Caxias do Sul 05/12/2024

As incertezas do adicional de penosidade

No vazio jurídico, um eco do passado e um futuro incerto
Produzido por Ciane Meneguzzi Pistorello , 16/10/2024 às 08:27:45
Ciane Meneguzzi Pistorello é advogada
Foto: Luizinho Bebber

Quando da promulgação da Constituição, em 1988, havia um artigo que prometia dignidade a um grupo de trabalhadores esquecidos: o adicional de penosidade.

Essa compensação financeira é destinada a quem exerce atividades consideradas penosas, ou seja, aquelas que exigem esforço físico intenso, causam desgaste emocional ou ocorrem em condições adversas. Junto aos reconhecidos adicionais de insalubridade e periculosidade, essa proposta parecia ser um passo rumo a um futuro mais justo. Contudo, sua concretização encontrou resistência na dura realidade.

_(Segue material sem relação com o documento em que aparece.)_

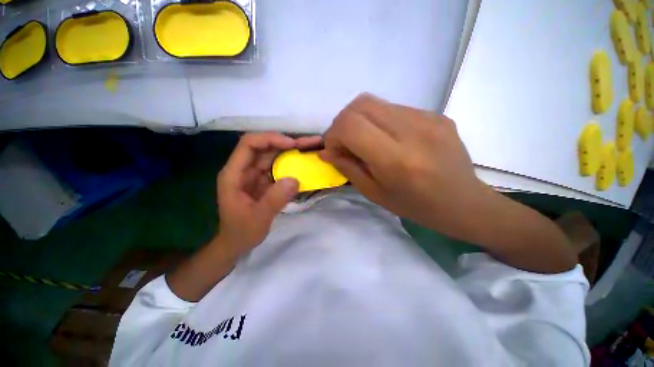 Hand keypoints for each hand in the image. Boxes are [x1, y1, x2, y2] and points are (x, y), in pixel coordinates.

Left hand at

Como advogada, me questiono sobre essa situação. Seria esse adicional apenas um vazio jurídico? O Congresso, repleto de projetos, ainda não regulamentou o adicional de penosidade. Os debates fervilhavam, mas os resultados eram escassos, pontuados por leis que pouco resolviam.

A ideia de normas de eficácia limitada vem à mente: elas requerem a ação do legislador para que possam florescer. O que vemos é um cenário paralisado, em que o direito não avança e o trabalhador continua à mercê de condições adversas, sem a devida compensação. Enquanto a CLT e as Normas Regulamentadoras são claras sobre insalubridade e periculosidade, as atividades penosas permanecem à margem, envoltas em incertezas.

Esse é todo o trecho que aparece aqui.